[Opening Given information section]

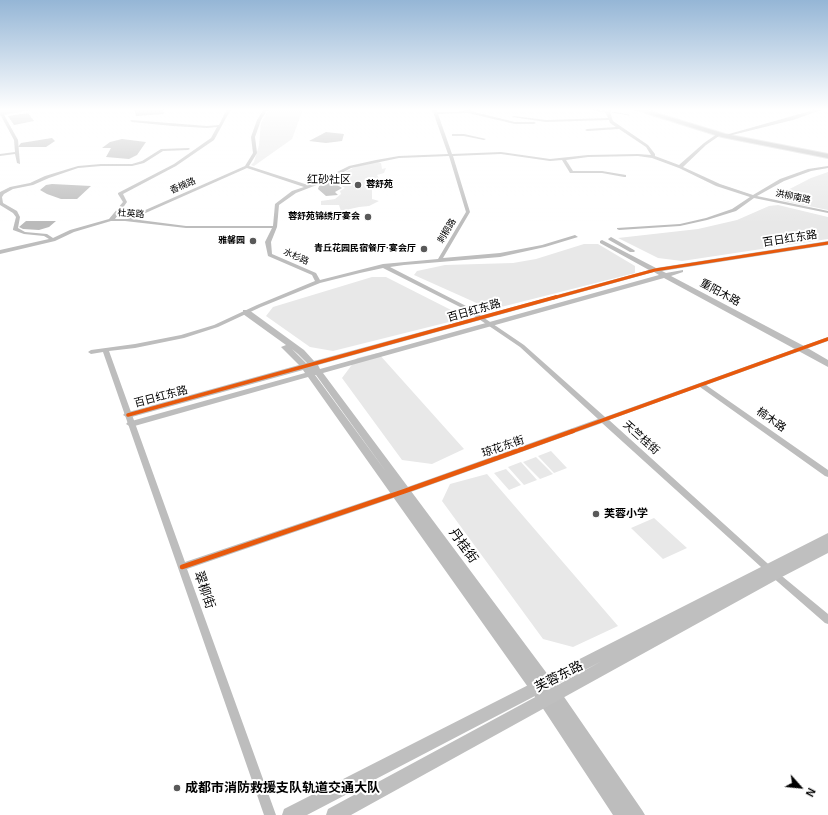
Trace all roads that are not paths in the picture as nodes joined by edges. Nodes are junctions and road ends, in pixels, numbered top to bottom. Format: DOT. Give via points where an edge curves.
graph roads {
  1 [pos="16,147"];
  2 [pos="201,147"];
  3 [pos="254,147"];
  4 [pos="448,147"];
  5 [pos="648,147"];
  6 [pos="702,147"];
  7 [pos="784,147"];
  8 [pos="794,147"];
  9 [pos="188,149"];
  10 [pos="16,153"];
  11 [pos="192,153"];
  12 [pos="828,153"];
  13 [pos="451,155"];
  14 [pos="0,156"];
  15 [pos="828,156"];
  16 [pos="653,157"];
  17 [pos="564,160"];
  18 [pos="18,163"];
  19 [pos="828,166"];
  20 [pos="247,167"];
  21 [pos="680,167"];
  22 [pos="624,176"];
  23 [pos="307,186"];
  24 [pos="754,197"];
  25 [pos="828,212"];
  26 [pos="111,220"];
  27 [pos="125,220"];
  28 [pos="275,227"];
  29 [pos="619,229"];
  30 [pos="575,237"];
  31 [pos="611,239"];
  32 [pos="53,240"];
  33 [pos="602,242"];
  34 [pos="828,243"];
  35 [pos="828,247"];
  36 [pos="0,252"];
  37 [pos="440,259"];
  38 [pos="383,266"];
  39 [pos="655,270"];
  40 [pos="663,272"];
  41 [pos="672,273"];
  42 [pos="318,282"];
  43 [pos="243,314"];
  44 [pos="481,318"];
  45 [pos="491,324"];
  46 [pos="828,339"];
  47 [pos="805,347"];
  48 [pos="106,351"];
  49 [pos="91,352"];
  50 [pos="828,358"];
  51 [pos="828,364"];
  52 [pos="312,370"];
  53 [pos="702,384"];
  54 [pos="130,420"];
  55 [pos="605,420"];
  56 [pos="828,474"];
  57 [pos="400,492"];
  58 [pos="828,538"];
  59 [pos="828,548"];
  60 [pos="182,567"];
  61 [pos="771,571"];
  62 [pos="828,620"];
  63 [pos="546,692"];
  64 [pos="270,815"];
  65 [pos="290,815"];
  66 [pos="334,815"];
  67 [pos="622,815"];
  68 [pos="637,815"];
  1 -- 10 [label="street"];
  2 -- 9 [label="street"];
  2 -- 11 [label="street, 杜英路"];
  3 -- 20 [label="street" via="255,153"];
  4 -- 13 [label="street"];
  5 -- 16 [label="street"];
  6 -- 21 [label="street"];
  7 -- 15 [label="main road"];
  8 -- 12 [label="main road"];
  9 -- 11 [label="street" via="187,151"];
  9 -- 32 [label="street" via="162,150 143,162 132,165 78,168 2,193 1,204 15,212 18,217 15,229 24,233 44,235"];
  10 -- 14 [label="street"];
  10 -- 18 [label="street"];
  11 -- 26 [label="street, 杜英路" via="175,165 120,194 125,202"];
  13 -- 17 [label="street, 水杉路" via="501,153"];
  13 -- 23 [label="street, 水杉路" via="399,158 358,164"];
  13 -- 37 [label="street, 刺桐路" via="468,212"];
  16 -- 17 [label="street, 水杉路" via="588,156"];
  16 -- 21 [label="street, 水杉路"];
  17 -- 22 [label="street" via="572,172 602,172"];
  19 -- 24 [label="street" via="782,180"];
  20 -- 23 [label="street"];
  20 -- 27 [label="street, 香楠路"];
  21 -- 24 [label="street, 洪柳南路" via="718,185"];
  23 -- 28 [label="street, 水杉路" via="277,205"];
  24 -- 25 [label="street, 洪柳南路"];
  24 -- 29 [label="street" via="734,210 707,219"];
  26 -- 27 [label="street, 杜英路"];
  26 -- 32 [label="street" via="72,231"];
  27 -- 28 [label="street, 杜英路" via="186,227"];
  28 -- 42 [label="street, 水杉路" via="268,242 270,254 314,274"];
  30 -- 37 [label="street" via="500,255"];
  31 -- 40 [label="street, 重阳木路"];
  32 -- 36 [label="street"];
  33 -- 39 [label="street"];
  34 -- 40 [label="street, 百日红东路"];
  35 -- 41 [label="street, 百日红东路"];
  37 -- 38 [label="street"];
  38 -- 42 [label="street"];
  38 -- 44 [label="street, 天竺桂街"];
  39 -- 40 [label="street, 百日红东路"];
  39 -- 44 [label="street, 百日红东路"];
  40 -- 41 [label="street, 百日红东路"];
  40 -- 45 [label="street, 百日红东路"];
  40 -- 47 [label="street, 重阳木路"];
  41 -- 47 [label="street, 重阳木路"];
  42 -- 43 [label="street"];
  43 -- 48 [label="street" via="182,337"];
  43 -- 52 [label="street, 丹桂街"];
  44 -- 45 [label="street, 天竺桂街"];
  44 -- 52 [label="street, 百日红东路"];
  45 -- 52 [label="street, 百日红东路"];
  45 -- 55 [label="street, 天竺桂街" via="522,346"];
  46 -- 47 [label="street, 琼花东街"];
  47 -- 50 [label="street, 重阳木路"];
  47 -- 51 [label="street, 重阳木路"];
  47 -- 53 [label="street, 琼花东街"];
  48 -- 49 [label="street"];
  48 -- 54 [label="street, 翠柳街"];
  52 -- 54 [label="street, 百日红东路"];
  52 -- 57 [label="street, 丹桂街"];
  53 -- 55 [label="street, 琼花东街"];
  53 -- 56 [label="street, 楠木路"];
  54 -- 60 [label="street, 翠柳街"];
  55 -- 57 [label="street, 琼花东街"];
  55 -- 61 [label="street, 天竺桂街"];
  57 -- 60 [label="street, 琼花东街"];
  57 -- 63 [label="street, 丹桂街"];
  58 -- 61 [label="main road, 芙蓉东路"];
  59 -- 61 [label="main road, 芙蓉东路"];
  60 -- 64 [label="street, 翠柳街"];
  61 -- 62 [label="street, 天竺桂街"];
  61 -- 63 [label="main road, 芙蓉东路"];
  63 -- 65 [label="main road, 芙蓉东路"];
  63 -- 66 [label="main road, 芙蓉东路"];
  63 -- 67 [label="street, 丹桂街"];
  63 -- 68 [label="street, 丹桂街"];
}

[Closing Given information section]

Exercise: Please set down each line of the data above exactly as written, without the pictures.

Task result:
Trace all roads that are not paths in the picture as nodes joined by edges. Nodes are junctions and road ends, in pixels, numbered top to bottom. Format: DOT. Give via points where an edge curves.
graph roads {
  1 [pos="16,147"];
  2 [pos="201,147"];
  3 [pos="254,147"];
  4 [pos="448,147"];
  5 [pos="648,147"];
  6 [pos="702,147"];
  7 [pos="784,147"];
  8 [pos="794,147"];
  9 [pos="188,149"];
  10 [pos="16,153"];
  11 [pos="192,153"];
  12 [pos="828,153"];
  13 [pos="451,155"];
  14 [pos="0,156"];
  15 [pos="828,156"];
  16 [pos="653,157"];
  17 [pos="564,160"];
  18 [pos="18,163"];
  19 [pos="828,166"];
  20 [pos="247,167"];
  21 [pos="680,167"];
  22 [pos="624,176"];
  23 [pos="307,186"];
  24 [pos="754,197"];
  25 [pos="828,212"];
  26 [pos="111,220"];
  27 [pos="125,220"];
  28 [pos="275,227"];
  29 [pos="619,229"];
  30 [pos="575,237"];
  31 [pos="611,239"];
  32 [pos="53,240"];
  33 [pos="602,242"];
  34 [pos="828,243"];
  35 [pos="828,247"];
  36 [pos="0,252"];
  37 [pos="440,259"];
  38 [pos="383,266"];
  39 [pos="655,270"];
  40 [pos="663,272"];
  41 [pos="672,273"];
  42 [pos="318,282"];
  43 [pos="243,314"];
  44 [pos="481,318"];
  45 [pos="491,324"];
  46 [pos="828,339"];
  47 [pos="805,347"];
  48 [pos="106,351"];
  49 [pos="91,352"];
  50 [pos="828,358"];
  51 [pos="828,364"];
  52 [pos="312,370"];
  53 [pos="702,384"];
  54 [pos="130,420"];
  55 [pos="605,420"];
  56 [pos="828,474"];
  57 [pos="400,492"];
  58 [pos="828,538"];
  59 [pos="828,548"];
  60 [pos="182,567"];
  61 [pos="771,571"];
  62 [pos="828,620"];
  63 [pos="546,692"];
  64 [pos="270,815"];
  65 [pos="290,815"];
  66 [pos="334,815"];
  67 [pos="622,815"];
  68 [pos="637,815"];
  1 -- 10 [label="street"];
  2 -- 9 [label="street"];
  2 -- 11 [label="street, 杜英路"];
  3 -- 20 [label="street" via="255,153"];
  4 -- 13 [label="street"];
  5 -- 16 [label="street"];
  6 -- 21 [label="street"];
  7 -- 15 [label="main road"];
  8 -- 12 [label="main road"];
  9 -- 11 [label="street" via="187,151"];
  9 -- 32 [label="street" via="162,150 143,162 132,165 78,168 2,193 1,204 15,212 18,217 15,229 24,233 44,235"];
  10 -- 14 [label="street"];
  10 -- 18 [label="street"];
  11 -- 26 [label="street, 杜英路" via="175,165 120,194 125,202"];
  13 -- 17 [label="street, 水杉路" via="501,153"];
  13 -- 23 [label="street, 水杉路" via="399,158 358,164"];
  13 -- 37 [label="street, 刺桐路" via="468,212"];
  16 -- 17 [label="street, 水杉路" via="588,156"];
  16 -- 21 [label="street, 水杉路"];
  17 -- 22 [label="street" via="572,172 602,172"];
  19 -- 24 [label="street" via="782,180"];
  20 -- 23 [label="street"];
  20 -- 27 [label="street, 香楠路"];
  21 -- 24 [label="street, 洪柳南路" via="718,185"];
  23 -- 28 [label="street, 水杉路" via="277,205"];
  24 -- 25 [label="street, 洪柳南路"];
  24 -- 29 [label="street" via="734,210 707,219"];
  26 -- 27 [label="street, 杜英路"];
  26 -- 32 [label="street" via="72,231"];
  27 -- 28 [label="street, 杜英路" via="186,227"];
  28 -- 42 [label="street, 水杉路" via="268,242 270,254 314,274"];
  30 -- 37 [label="street" via="500,255"];
  31 -- 40 [label="street, 重阳木路"];
  32 -- 36 [label="street"];
  33 -- 39 [label="street"];
  34 -- 40 [label="street, 百日红东路"];
  35 -- 41 [label="street, 百日红东路"];
  37 -- 38 [label="street"];
  38 -- 42 [label="street"];
  38 -- 44 [label="street, 天竺桂街"];
  39 -- 40 [label="street, 百日红东路"];
  39 -- 44 [label="street, 百日红东路"];
  40 -- 41 [label="street, 百日红东路"];
  40 -- 45 [label="street, 百日红东路"];
  40 -- 47 [label="street, 重阳木路"];
  41 -- 47 [label="street, 重阳木路"];
  42 -- 43 [label="street"];
  43 -- 48 [label="street" via="182,337"];
  43 -- 52 [label="street, 丹桂街"];
  44 -- 45 [label="street, 天竺桂街"];
  44 -- 52 [label="street, 百日红东路"];
  45 -- 52 [label="street, 百日红东路"];
  45 -- 55 [label="street, 天竺桂街" via="522,346"];
  46 -- 47 [label="street, 琼花东街"];
  47 -- 50 [label="street, 重阳木路"];
  47 -- 51 [label="street, 重阳木路"];
  47 -- 53 [label="street, 琼花东街"];
  48 -- 49 [label="street"];
  48 -- 54 [label="street, 翠柳街"];
  52 -- 54 [label="street, 百日红东路"];
  52 -- 57 [label="street, 丹桂街"];
  53 -- 55 [label="street, 琼花东街"];
  53 -- 56 [label="street, 楠木路"];
  54 -- 60 [label="street, 翠柳街"];
  55 -- 57 [label="street, 琼花东街"];
  55 -- 61 [label="street, 天竺桂街"];
  57 -- 60 [label="street, 琼花东街"];
  57 -- 63 [label="street, 丹桂街"];
  58 -- 61 [label="main road, 芙蓉东路"];
  59 -- 61 [label="main road, 芙蓉东路"];
  60 -- 64 [label="street, 翠柳街"];
  61 -- 62 [label="street, 天竺桂街"];
  61 -- 63 [label="main road, 芙蓉东路"];
  63 -- 65 [label="main road, 芙蓉东路"];
  63 -- 66 [label="main road, 芙蓉东路"];
  63 -- 67 [label="street, 丹桂街"];
  63 -- 68 [label="street, 丹桂街"];
}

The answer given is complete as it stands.